As if to drive home the need for another servicing mission, the Advanced Camera for Surveys failed in January 2007, the apparent victim of a short circuit in its CCD control electronics. Its high resolution and heavily used wide field channels were knocked out of action, although its more limited solar blind channel continued to operate. That left Hubble with two fully operational instruments: The Wide Field Planetary Camera 2 and the Near Infrared Camera and Multi-Object Spectrometer, or NICMOS.
Then, after a software upgrade prior to the original October launch date for Atlantis, engineers were unable to restart the NICMOS cooling system, presumably because of ice particles that had formed in the coolant lines. Engineers are optimistic about ultimately melting the ice and restarting NICMOS, but as of this writing, the space telescope only has one fully operational instrument - WFPC-2 - and the solar blind channel of the Advanced Camera for Surveys.
"The WFPC-2 has proved to be very durable, but it's been there since December of '93," Burch said. "So it's close to 15 years old and really doesn't owe us anything. So we've got aging science instruments, we've got a weak complement of gyros. I think it's really tough to imagine going much beyond 2010 (without SM-4). And if we lost NICMOS and just became basically the WFPC-2 observatory in space, I think our operation would be cut back substantially. It costs a lot to operate this observatory, the operational cost per year is on the order of a hundred million dollars plus, which includes all the science grants and what not. And to only have the use of WFPC-2 with no prospects of a future servicing mission, I think NASA would feel strongly that they'd want to start putting the money toward the future rather than the past."
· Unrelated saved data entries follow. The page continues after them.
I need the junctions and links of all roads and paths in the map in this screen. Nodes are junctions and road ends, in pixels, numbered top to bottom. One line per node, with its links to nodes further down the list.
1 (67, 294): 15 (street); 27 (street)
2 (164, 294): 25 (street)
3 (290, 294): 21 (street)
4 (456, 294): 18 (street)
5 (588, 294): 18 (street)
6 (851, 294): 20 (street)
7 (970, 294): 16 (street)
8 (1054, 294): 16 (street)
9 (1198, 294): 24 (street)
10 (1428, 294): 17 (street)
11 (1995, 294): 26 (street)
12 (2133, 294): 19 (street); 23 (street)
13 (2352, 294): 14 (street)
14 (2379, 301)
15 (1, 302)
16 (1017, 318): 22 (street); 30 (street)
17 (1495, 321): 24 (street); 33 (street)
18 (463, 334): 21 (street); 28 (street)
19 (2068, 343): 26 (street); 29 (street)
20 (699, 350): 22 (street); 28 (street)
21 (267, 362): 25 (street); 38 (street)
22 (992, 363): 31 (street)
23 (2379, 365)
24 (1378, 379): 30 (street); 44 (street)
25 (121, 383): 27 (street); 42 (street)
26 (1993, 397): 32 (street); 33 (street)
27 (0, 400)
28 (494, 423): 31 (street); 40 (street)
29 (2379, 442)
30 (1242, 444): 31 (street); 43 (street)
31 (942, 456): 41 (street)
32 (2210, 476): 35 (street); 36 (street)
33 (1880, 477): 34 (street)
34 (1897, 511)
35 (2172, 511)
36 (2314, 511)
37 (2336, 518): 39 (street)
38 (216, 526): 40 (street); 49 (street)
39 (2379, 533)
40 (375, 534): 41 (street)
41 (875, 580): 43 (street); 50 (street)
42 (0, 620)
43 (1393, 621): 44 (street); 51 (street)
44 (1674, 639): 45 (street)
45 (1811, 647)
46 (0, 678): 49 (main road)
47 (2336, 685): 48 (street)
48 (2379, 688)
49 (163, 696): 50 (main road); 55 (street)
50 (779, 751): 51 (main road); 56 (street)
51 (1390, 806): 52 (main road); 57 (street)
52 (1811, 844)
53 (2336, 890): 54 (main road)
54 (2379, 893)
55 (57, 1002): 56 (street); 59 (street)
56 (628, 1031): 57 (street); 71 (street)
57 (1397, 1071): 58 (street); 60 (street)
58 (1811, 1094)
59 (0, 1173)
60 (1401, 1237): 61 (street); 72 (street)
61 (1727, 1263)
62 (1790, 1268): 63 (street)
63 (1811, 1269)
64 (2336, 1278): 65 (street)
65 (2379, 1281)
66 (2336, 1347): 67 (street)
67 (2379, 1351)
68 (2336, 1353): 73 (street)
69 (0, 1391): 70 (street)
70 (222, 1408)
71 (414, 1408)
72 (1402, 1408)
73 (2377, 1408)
* Installation of three new rate sensing units, or RSUs, containing two gyroscopes each to restore full redundancy in the telescope's pointing control system
* Installation of six new nickel-hydrogen batteries to replace the power packs launched with Hubble in 1990
* Installation of the Wide Field Camera 3 (in place of the current Wide Field Planetary Camera 2), providing high-resolution optical coverage from the near-infrared region of the spectrum to the ultraviolet
* Installation of the Cosmic Origins Spectrograph, sensitive to ultraviolet wavelengths. COS will take the place of a no-longer-used instrument known as COSTAR that once was used to correct for the spherical aberration of Hubble's primary mirror. All current Hubble instruments are equipped with their own corrective optics
* Repair of the Advanced Camera for Surveys
* Repair of the Space Telescope Imaging Spectrograph
* Installation of a refurbished fine guidance sensor, one of three used to lock onto and track astronomical targets (two of Hubble's three sensors suffer degraded performance). The refurbished FGS, removed from Hubble during a 1999 servicing mission, will replace FGS-2R, which has a problem with an LED sensor in a star selector subsystem
* Installation of the replacement science instrument command and data handling system computer
* Attachment of new outer blanket layer - NOBL - insulation to replace degrading panels
* Attachment of the soft capture mechanism to permit future attachment to a deorbit rocket motor or NASA's planned Orion capsule
"All of the tasks kind of break down into two big categories," said SM-4 mission director Chuck Shaw, an accomplished amateur astronomer. "The life extension tasks and then the mission science extension tasks. And the life extension tasks are clearly the most important, to keep the facility operating, and we'll get those done and then the mission science extension tasks, where we install new capability to do science above what it can do now."